I can't seem to just have one or two adult beverages, I want to keep on drinking! Keep the good feelings going!  It was much worse when I went out drinking socially, which thankfully was a rare event. My mentality seemed to be that "one drink is great, two is better", and so on. I would start drinking at 5:00 every evening, and continue drinking until I went to bed.  I never drank so much that I was actually drunk, and was never hungover the next day, so I didn't see it as a problem. 

But the truth is, that isn't healthy behavior. I felt I deserved some reprieve from my stress, but that wasn't the way to do it (still not sure what is!). Then, there is my husband, who has some weird brain chemistry when mixed with alcohol, and isn't someone who should ever drink. Whereas my personality and decision making doesn't change that much when combined with alcohol, his brain just can't handle it. Alcohol can definitely drastically alter some people's cognitive function, and he is one of those people. Basically, he is a totally "unfun" person to drink with!  We both decided to totally stop drinking. We are both currently six months, alcohol free! I am not saying I will never drink again, but until I know I can drink in moderation "like a normal person", I am choosing to stay away from it completely. 

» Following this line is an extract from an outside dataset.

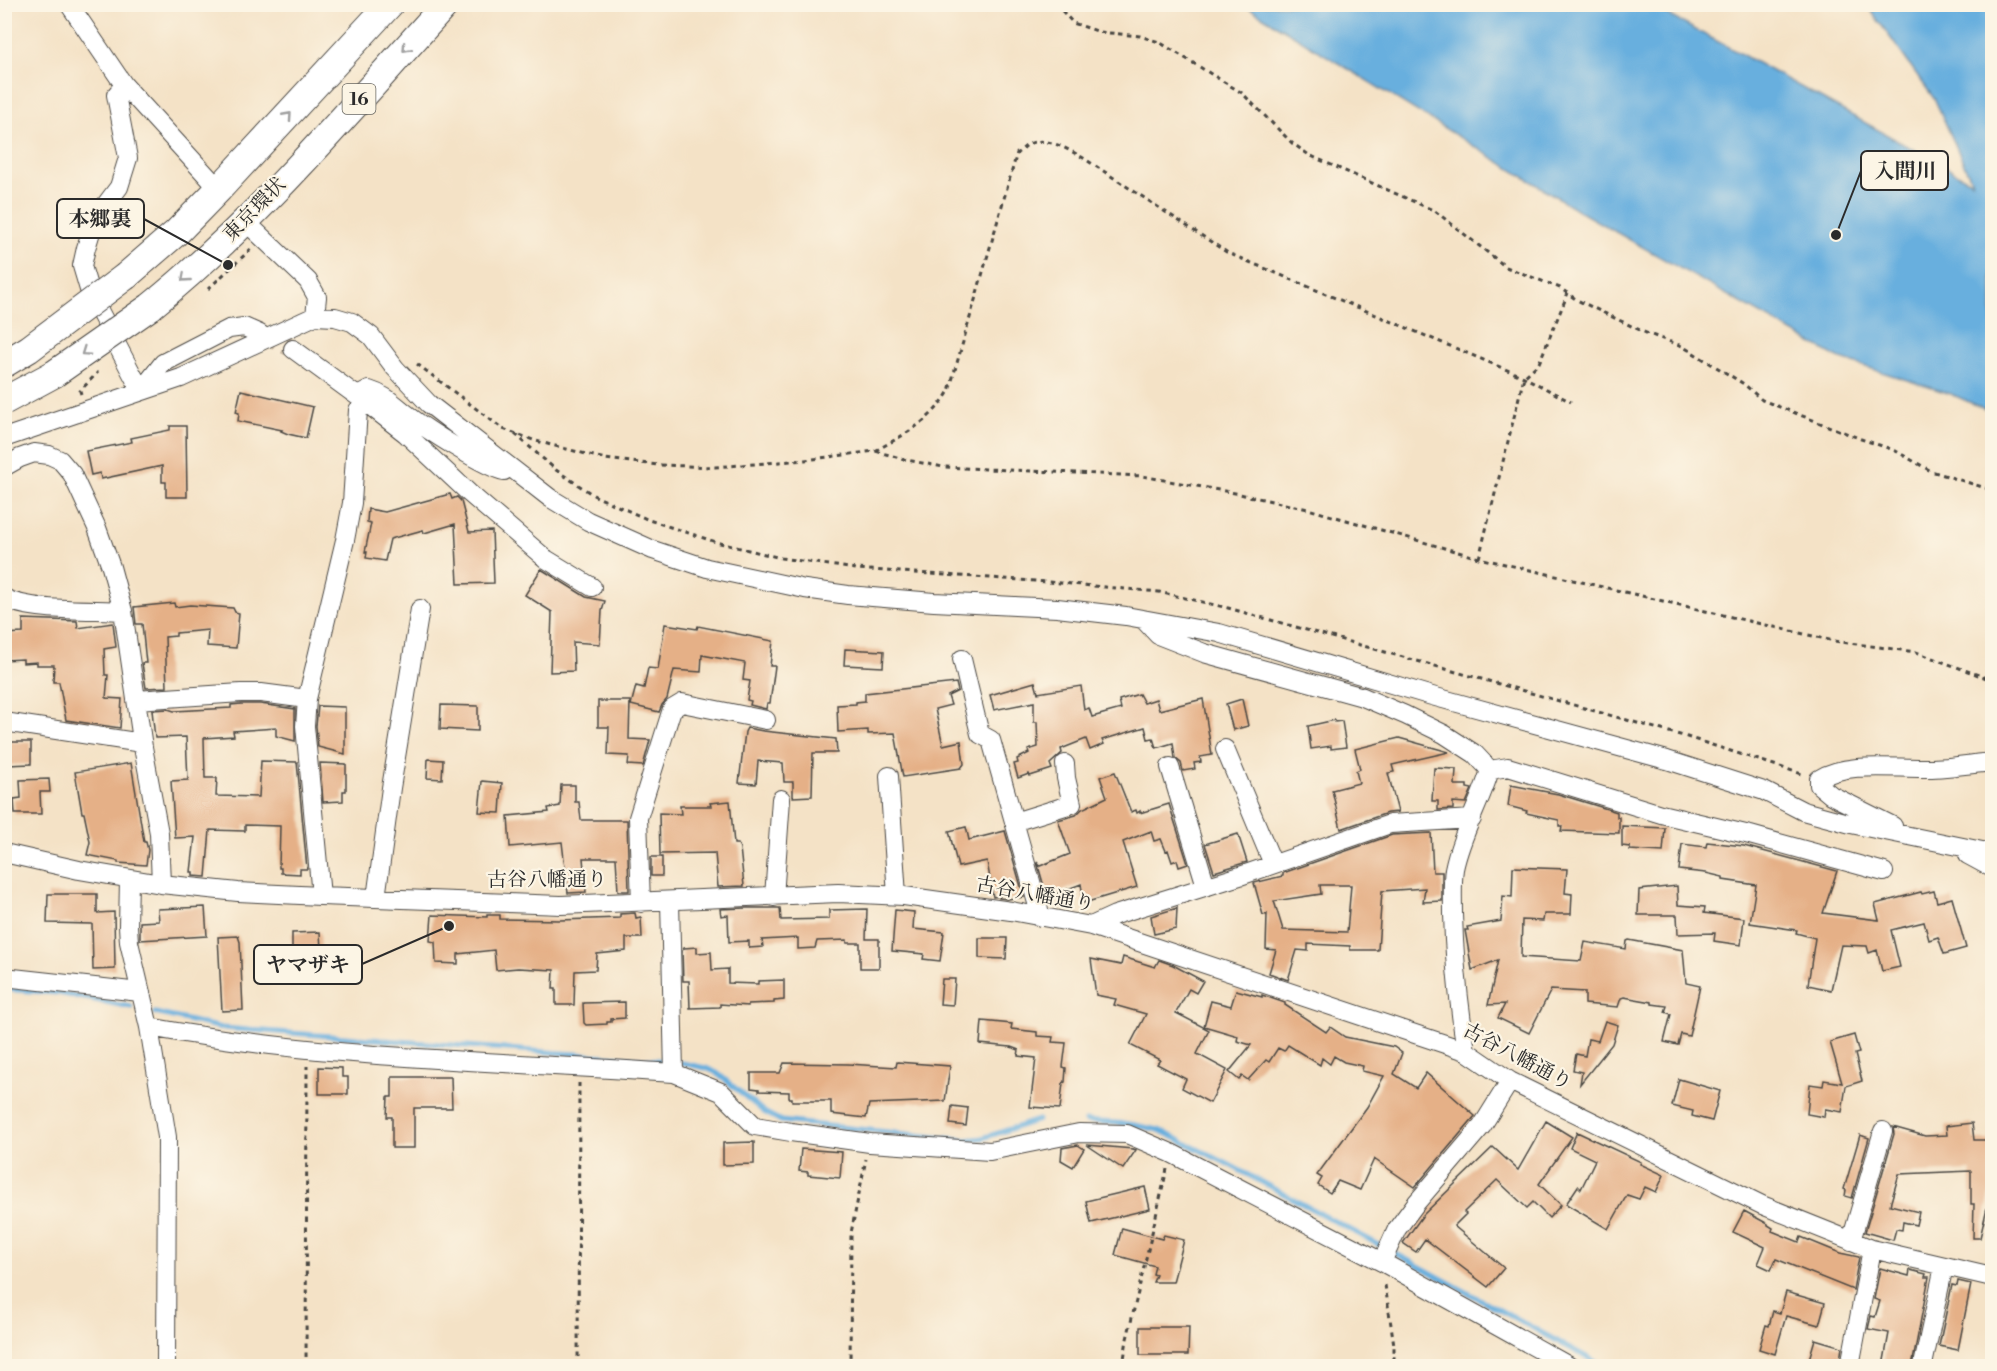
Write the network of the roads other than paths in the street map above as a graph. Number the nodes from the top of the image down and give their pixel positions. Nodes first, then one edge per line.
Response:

My husband and I might not be as fun at parties, but at least we are making healthier choices. Actually, scratch that! I can still be a blast, and a weirdo, and have a good time, without having alcohol in my system!  A lot of people may not understand this, or relate to it, and that's ok. Going alcohol free may not be right for everyone, or for you, and that's totally ok. Alcohol in moderation is ok! But if you think you're having difficulty with self-control and alcohol, it might be time to take a break from it, and see how you feel. 

It's not easy to break a habit, and I am proud of myself for realizing it was an issue, and for taking steps to correct it. I just wanted to share my story as "sober motivation", for anyone who might need it. You are not alone, and you can do it!